Unfortunately, it needs to be noted that the name of the very first ocean going steam-tanker, the 1886 built Glückauf, is consistently misspelled throughout the book (either as Gluckauf or as Glauckauf). While it might seem to be hypocritical to mention a simple typo in a book review, this specific typo needs to question the quality of the copyediting of the book at large, as after all, it is not a typo in the name of a random ship mentioned, but the name of one of the most critical ships in the history of tanker shipping at all. Combined with a few other typos and mistakes the impression occurs that editorial oversight by the publisher could have been more careful. Another issue that also belongs more into the realm of the publisher than the author is the fact that while the ship index is complete and very helpful, the general index is missing a good number of terms the reader would have wished for, or the lack of an appendix providing a table of principal characteristics of some of the most important ships. 

In the end, the question remaining is simply the question of the target audience of Solly’s: The Development of Crude Oil Tankers – a historical miscellany or the question to whom this book should be recommended? 

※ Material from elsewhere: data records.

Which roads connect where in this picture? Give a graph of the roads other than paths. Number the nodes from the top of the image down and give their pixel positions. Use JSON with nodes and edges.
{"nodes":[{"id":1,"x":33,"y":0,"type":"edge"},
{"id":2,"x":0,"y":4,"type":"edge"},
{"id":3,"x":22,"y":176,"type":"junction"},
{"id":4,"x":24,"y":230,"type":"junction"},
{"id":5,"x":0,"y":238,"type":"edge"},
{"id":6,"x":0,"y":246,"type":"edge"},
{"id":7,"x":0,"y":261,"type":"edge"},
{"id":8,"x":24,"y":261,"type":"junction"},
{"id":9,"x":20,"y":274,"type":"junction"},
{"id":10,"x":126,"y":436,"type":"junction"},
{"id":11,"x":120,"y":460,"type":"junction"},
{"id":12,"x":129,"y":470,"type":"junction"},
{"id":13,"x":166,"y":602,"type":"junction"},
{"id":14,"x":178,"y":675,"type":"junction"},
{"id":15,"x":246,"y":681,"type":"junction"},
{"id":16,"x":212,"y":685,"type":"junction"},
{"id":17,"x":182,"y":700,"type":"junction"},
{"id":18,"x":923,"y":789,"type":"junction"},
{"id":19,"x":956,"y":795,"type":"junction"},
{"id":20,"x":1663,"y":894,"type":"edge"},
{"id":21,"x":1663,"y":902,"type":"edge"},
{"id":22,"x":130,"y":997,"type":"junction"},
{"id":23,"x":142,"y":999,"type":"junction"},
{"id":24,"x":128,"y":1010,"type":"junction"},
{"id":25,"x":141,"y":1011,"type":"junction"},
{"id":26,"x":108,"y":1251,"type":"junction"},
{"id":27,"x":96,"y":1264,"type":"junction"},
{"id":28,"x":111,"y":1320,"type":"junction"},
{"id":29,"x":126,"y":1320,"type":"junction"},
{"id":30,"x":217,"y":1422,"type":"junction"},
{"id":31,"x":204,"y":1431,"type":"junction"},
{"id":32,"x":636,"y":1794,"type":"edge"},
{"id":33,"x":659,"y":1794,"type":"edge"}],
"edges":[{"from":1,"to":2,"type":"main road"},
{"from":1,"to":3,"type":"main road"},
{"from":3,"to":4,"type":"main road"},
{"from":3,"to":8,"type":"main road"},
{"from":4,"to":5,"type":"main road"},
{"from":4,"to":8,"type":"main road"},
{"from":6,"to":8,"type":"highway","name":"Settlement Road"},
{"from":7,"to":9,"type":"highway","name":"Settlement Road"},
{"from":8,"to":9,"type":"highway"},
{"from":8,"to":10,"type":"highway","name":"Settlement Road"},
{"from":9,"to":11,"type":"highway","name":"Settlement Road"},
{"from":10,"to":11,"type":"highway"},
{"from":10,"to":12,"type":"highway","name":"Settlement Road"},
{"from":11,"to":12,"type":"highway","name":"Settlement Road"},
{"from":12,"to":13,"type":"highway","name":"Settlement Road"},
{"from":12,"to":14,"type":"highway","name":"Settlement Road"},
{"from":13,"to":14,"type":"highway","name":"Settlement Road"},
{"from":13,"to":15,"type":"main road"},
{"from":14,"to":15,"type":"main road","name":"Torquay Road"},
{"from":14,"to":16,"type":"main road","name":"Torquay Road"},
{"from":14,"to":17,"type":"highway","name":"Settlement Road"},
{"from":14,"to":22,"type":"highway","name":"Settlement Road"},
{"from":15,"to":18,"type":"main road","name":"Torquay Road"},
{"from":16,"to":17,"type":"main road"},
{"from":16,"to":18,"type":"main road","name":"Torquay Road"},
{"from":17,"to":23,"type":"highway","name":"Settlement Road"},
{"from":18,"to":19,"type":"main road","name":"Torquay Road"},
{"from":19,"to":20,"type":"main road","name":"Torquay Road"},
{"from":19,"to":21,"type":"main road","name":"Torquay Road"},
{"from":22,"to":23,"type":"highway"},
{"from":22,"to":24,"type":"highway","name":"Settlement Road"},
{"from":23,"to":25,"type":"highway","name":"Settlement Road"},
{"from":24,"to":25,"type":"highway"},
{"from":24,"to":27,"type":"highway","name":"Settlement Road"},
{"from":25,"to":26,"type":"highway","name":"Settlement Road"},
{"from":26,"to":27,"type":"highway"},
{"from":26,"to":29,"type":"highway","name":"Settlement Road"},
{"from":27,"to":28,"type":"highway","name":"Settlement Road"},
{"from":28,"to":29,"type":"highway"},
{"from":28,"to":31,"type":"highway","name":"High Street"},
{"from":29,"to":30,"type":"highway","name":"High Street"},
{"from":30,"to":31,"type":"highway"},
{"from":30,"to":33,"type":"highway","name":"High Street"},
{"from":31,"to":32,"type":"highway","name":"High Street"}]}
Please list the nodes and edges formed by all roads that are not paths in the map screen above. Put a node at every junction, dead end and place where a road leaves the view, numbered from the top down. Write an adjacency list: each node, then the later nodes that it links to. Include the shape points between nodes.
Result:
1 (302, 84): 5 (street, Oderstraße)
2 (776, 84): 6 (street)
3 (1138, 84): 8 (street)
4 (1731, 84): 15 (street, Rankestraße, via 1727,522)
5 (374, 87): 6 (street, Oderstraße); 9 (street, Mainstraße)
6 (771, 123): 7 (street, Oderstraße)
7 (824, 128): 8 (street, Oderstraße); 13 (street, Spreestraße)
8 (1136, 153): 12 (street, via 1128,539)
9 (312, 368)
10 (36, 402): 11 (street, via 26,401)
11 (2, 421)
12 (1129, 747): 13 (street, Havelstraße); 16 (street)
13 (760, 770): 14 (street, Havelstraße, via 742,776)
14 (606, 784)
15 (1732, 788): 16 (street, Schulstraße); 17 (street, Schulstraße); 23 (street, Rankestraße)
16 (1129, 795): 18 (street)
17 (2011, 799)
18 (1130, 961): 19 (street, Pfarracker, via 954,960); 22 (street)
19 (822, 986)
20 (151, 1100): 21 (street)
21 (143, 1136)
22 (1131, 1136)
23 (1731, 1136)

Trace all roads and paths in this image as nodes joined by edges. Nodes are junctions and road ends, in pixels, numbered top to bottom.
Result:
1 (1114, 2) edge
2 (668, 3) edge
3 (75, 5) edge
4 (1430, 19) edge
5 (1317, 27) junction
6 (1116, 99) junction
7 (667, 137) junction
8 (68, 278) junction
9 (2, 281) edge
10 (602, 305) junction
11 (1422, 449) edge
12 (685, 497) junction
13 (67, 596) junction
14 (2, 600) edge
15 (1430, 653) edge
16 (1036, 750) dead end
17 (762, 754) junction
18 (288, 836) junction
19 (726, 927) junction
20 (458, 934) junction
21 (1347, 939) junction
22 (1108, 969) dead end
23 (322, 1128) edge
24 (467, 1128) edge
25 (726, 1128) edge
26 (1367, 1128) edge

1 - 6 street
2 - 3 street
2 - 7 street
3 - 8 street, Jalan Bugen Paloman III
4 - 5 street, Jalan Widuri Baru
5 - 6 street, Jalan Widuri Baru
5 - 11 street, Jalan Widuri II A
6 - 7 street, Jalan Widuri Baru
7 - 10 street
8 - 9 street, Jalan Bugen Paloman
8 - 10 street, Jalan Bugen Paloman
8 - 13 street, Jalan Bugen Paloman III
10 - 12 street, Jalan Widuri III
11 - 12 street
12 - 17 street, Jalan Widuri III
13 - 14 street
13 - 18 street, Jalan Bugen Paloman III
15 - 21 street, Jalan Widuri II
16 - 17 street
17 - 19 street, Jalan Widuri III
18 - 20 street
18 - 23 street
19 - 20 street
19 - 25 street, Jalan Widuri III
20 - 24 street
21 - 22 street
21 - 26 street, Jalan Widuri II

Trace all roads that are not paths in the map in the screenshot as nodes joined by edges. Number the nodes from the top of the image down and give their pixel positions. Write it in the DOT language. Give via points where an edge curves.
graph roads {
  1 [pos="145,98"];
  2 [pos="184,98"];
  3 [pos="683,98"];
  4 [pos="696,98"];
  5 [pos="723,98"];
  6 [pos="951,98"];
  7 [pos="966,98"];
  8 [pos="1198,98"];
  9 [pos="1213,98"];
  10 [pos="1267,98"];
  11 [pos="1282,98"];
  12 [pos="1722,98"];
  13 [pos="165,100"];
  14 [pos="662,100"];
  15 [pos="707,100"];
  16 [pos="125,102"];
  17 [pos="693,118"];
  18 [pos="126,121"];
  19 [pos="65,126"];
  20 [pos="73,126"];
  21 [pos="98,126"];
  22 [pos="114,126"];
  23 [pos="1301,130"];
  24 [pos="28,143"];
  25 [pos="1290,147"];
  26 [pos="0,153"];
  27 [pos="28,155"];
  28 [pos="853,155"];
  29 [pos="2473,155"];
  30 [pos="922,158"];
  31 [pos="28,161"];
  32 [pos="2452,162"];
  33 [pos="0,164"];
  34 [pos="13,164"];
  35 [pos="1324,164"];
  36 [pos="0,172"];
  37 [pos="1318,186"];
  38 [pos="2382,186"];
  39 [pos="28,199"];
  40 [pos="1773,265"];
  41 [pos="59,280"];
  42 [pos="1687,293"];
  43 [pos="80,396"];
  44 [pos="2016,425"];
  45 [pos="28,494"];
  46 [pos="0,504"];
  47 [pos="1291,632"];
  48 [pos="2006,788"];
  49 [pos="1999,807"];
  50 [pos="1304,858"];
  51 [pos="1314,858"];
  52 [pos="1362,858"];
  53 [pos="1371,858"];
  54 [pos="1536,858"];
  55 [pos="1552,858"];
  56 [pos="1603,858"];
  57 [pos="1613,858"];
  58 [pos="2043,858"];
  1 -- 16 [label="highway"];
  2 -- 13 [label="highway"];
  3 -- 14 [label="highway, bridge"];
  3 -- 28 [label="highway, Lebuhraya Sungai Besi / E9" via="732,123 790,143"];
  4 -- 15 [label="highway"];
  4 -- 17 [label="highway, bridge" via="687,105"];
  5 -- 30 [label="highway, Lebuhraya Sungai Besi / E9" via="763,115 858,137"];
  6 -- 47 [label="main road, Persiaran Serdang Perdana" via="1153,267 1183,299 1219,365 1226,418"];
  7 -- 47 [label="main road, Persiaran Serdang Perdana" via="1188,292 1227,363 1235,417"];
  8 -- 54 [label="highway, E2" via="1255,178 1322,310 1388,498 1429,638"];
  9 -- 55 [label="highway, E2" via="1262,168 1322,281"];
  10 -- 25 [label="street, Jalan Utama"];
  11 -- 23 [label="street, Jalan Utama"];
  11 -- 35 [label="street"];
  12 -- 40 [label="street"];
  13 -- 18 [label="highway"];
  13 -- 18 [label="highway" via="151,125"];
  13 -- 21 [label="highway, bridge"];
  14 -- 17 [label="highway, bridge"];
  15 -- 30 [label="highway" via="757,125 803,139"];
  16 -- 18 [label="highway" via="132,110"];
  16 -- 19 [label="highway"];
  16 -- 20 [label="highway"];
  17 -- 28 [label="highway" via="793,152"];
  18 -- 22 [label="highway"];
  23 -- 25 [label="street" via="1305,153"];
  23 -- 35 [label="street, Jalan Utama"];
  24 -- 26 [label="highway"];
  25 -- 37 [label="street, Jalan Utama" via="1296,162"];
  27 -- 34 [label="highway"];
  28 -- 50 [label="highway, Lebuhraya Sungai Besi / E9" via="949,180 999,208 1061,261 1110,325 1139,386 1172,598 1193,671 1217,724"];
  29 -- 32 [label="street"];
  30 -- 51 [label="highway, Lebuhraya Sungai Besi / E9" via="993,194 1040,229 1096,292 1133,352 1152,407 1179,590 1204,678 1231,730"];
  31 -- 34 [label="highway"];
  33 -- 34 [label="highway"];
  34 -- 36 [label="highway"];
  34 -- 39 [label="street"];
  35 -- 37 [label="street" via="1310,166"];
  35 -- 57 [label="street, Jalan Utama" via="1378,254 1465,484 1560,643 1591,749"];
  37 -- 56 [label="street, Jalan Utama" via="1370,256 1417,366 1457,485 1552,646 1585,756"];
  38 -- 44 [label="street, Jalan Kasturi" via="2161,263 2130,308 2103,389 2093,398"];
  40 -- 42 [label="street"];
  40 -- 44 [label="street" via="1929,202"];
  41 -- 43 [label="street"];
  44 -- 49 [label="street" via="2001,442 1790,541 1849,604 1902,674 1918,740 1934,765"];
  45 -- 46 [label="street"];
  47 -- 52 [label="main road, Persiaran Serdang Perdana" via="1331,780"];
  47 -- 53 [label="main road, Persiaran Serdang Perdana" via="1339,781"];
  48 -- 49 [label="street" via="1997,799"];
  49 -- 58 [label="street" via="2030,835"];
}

One of the groups this book can be commended to without any hesitation are any kind of ship lovers or merchant marine history buffs who are looking for a plain overview on the development of the oceangoing crude oil tanker. A second group are crewmembers or anybody else with a direct connection to this particular type of ship. When it comes to professional maritime historians interested in the field of transoceanic crude oil transportation, there are books that are providing a much more in-depth analysis, but as these books have been either published in languages other than English or do not cover the last two or three decades of the development, Solly’s book might still be a useful addition to a personal or institutional research library despite of its limitations as a research publication. Finally, and as strange as it may read given the highly specialized subject of the book, due to its good selection of photographs, with many of them reproduced on at least half-page size, it has certain qualities of a coffee-table book for everybody simply interested in ships and maritime history. Given the sheer dimensions of these ships, they have a very specific esthetic that is hard not to be attracted by when flipping the pages of the book. 

Regardless if considering these leviathans of the oceans as the ultimate achievement of shipbuilding or a behemothic risk to the marine environment, Solly’s book describes the steps from the ‘dwarfs’ of the late 19th century to the ‘giants’ of the late 20th and beginning 21st century. 

Ingo Heidbrink is a Professor of Maritime History at Old Dominion University.

The Development of Crude Oil Tankers: A Historical Miscellany. By Ray Solly (South Yorkshire, UK: Pen and Sword Books, 2022).